What is fashion?
If someone asked you to describe fashion, what would you say? Do you think of Vogue, catwalk shows and umpteen super-cool fashion bloggers? Do you love the latest Prada menswear collection, faithfully follow trends, or utterly detest being told what to wear? When talking about clothing, many people assume that the umbrella term fashion refers only to something that is or was ‘fashionable’. Something that adheres to a popular mainstream trend as dictated by catwalk shows, magazine editors and store buyers. However, you can still be interested in fashion even if you can’t stand the thought of wearing something like pastel 20s-inspired pyjamas this season, or if you fail to see the joy in anything on display at New York Fashion Week. An interest in fashion can be as broad as the subject itself.

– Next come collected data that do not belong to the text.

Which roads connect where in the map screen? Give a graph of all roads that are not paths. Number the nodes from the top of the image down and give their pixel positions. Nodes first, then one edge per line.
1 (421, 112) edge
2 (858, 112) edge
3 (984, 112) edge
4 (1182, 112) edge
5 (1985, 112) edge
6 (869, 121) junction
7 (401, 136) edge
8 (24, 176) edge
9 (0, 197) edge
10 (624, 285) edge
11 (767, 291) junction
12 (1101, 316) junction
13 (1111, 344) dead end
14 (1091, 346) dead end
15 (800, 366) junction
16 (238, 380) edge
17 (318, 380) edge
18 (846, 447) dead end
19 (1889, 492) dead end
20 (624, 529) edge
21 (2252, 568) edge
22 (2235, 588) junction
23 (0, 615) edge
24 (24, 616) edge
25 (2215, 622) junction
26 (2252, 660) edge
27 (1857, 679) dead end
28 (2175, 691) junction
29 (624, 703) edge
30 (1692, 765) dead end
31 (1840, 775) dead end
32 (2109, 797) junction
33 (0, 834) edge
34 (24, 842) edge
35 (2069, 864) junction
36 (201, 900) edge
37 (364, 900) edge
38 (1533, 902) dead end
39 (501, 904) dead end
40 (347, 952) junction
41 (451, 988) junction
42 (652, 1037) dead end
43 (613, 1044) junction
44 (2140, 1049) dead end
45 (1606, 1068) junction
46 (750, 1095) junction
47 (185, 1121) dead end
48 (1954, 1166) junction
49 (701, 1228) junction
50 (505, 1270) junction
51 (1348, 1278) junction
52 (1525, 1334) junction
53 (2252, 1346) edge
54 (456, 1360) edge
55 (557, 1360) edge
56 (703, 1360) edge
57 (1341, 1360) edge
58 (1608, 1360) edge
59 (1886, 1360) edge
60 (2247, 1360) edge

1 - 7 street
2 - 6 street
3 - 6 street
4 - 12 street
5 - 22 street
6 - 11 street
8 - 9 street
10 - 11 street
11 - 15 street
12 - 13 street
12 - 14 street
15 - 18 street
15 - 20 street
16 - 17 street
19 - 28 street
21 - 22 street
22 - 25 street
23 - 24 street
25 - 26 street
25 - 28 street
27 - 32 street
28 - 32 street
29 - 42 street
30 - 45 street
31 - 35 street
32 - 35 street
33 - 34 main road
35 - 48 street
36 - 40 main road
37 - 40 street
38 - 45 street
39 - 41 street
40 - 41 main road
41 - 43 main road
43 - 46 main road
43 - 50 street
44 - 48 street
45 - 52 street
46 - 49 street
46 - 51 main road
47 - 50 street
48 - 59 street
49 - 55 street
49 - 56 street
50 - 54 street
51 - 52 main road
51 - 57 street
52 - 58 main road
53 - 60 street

If you look past what magazines and newspapers report on – into the world of books, and fashion as a subject of study – fashion begins to speak about changes in society, subcultures, mainstream definitions of gender, and even an individual’s sense of identity. Fashion is an industry of designers, crafts people, manufacturers, retailers, photographers, make-up artists, hairdressers, stylists, PR folk and journalists. We all wear clothing and, whether we like it or not, what we choose to adorn our bodies with says a lot about us to other people. It always has. Fashion is a subject that goes deeper than who wore what on the red carpet at last night’s BAFTAs… well, unless you look at Livia Firth’s Green Carpet Challenge. Now there’s an aspect of this industry that speak volumes about 21st Century western society. Let’s hope this becomes the Formula 1 of fashion, driving forward exciting innovation that will later be adopted by the mainstream. I await the chance to buy my own recycled soda bottle fabrics with great interest.